● Exercise instructions: I need every line of the material below that includes the string "points".

● Dataset content:

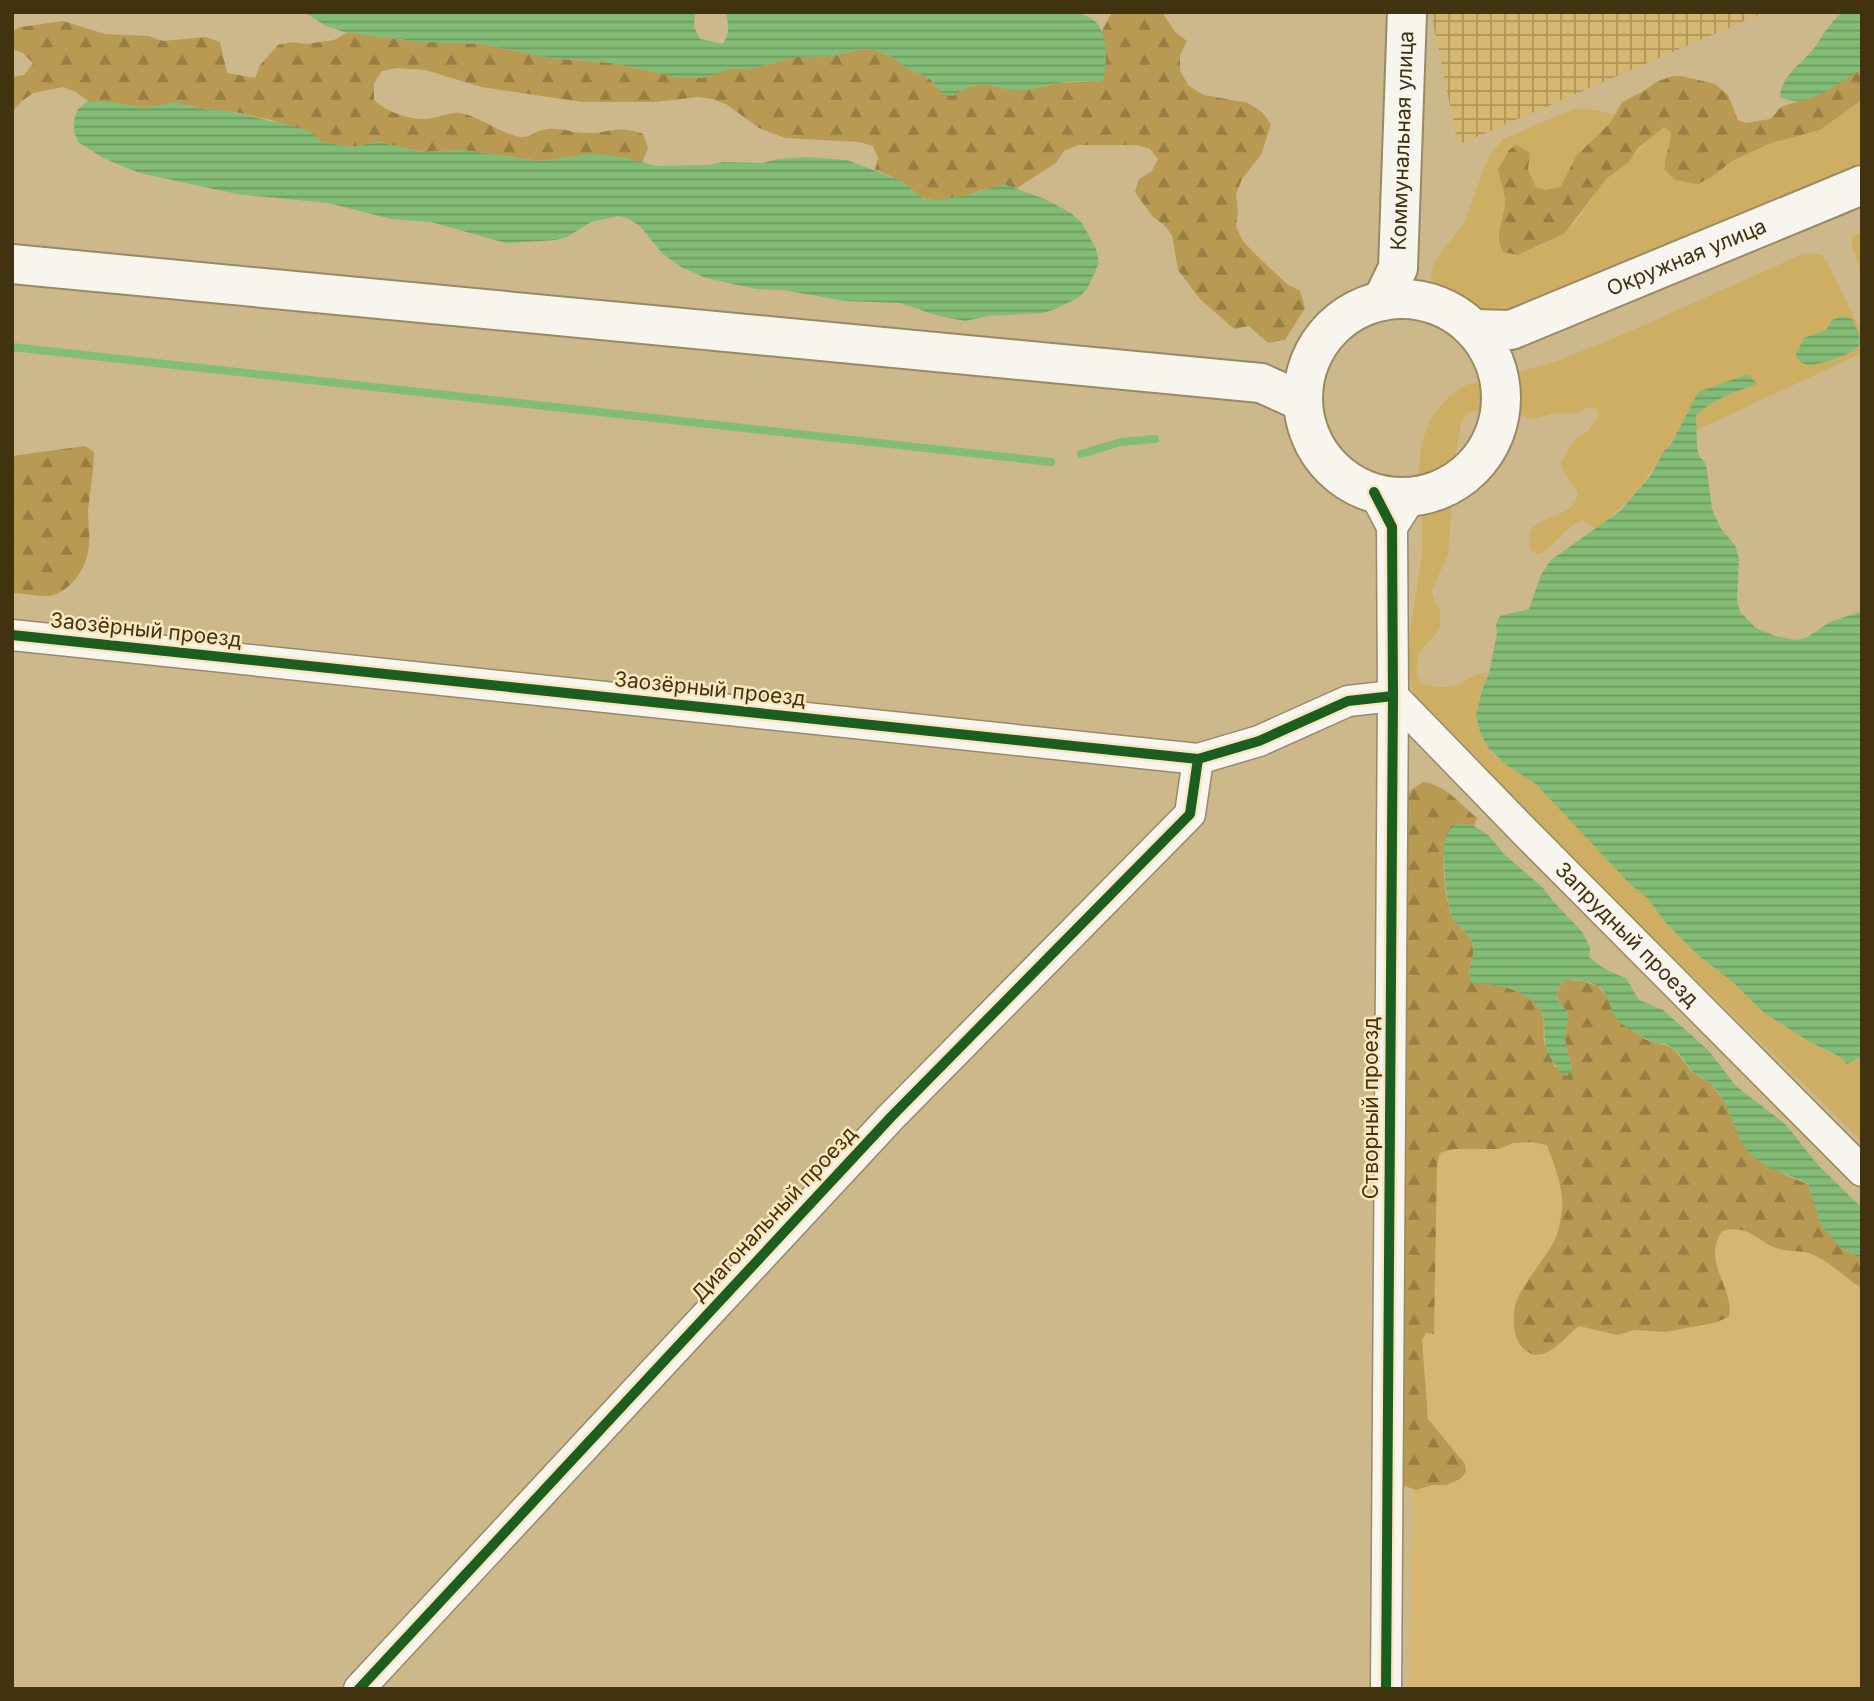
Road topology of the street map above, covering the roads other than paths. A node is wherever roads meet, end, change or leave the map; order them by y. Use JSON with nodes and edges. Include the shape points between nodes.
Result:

...

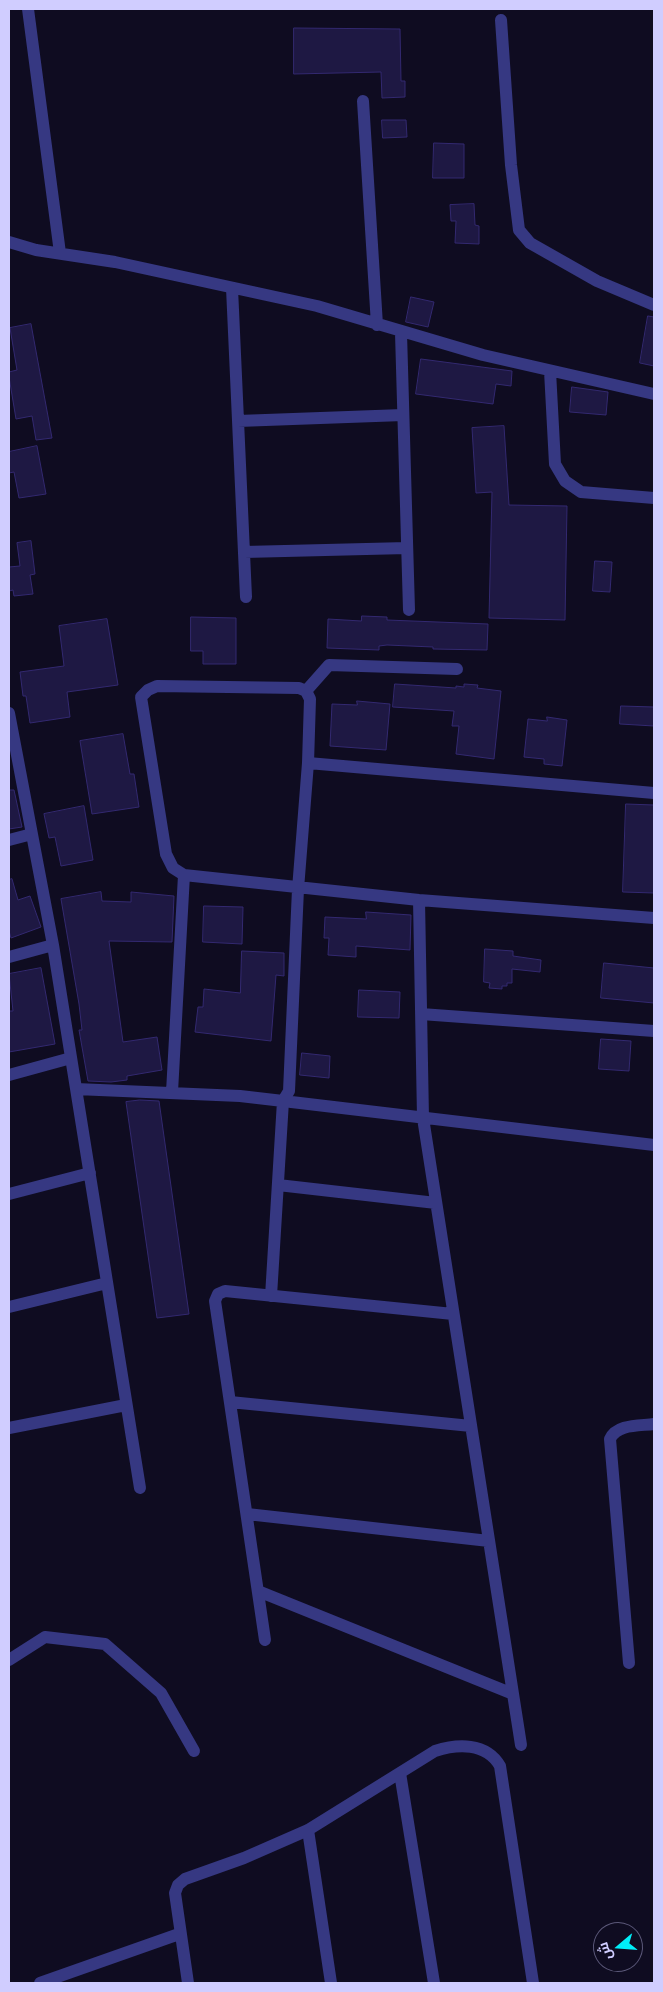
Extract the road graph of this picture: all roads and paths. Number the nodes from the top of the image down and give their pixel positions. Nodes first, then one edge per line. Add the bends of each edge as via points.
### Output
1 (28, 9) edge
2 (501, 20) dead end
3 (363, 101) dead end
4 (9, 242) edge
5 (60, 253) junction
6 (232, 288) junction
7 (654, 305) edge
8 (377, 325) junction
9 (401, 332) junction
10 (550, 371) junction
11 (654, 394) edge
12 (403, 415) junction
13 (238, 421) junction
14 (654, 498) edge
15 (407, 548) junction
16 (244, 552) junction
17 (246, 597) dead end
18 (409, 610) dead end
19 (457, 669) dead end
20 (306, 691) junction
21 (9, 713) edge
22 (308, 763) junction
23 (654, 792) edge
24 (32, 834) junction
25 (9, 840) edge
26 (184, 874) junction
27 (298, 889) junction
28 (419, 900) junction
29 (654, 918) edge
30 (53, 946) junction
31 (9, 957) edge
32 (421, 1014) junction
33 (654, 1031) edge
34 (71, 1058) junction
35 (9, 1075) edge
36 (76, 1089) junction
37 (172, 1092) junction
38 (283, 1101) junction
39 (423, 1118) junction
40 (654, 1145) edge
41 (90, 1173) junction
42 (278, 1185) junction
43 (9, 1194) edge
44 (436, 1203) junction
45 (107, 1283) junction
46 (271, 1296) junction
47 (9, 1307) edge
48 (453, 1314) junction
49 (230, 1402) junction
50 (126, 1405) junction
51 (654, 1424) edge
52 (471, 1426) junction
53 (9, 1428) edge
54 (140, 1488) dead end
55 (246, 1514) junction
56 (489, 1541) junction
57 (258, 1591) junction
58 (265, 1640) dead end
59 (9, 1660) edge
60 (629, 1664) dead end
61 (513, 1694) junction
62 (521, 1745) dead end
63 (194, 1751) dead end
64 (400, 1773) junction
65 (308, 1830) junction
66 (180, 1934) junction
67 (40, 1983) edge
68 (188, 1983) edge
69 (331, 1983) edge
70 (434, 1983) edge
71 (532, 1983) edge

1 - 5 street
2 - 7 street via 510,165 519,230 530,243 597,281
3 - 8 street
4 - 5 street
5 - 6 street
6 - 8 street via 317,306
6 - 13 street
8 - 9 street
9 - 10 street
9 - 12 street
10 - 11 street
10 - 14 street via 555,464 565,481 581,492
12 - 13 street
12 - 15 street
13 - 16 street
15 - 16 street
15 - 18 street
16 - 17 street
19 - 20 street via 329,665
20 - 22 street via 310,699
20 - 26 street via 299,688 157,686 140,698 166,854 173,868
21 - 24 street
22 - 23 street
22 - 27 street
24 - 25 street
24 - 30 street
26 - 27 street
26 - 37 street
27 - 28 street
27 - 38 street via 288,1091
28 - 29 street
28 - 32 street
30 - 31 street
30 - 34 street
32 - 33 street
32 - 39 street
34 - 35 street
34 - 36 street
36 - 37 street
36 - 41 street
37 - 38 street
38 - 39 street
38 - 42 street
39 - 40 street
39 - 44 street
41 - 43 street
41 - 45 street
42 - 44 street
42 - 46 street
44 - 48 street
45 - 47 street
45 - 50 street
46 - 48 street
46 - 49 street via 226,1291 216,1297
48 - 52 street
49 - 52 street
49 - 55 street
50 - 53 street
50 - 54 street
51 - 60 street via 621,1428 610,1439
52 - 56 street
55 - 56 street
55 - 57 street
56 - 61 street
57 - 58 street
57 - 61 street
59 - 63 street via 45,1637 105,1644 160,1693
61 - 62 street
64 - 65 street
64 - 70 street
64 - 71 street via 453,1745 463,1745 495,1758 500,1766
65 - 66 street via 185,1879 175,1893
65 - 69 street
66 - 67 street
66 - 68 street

● Result of this exercise:
Road topology of the street map above, covering the roads other than paths. A node is wherever roads meet, end, change or leave the map; order them by y. Use JSON with nodes and edges. Include the shape points between nodes.
Extract the road graph of this picture: all roads and paths. Number the nodes from the top of the image down and give their pixel positions. Nodes first, then one edge per line. Add the bends of each edge as via points.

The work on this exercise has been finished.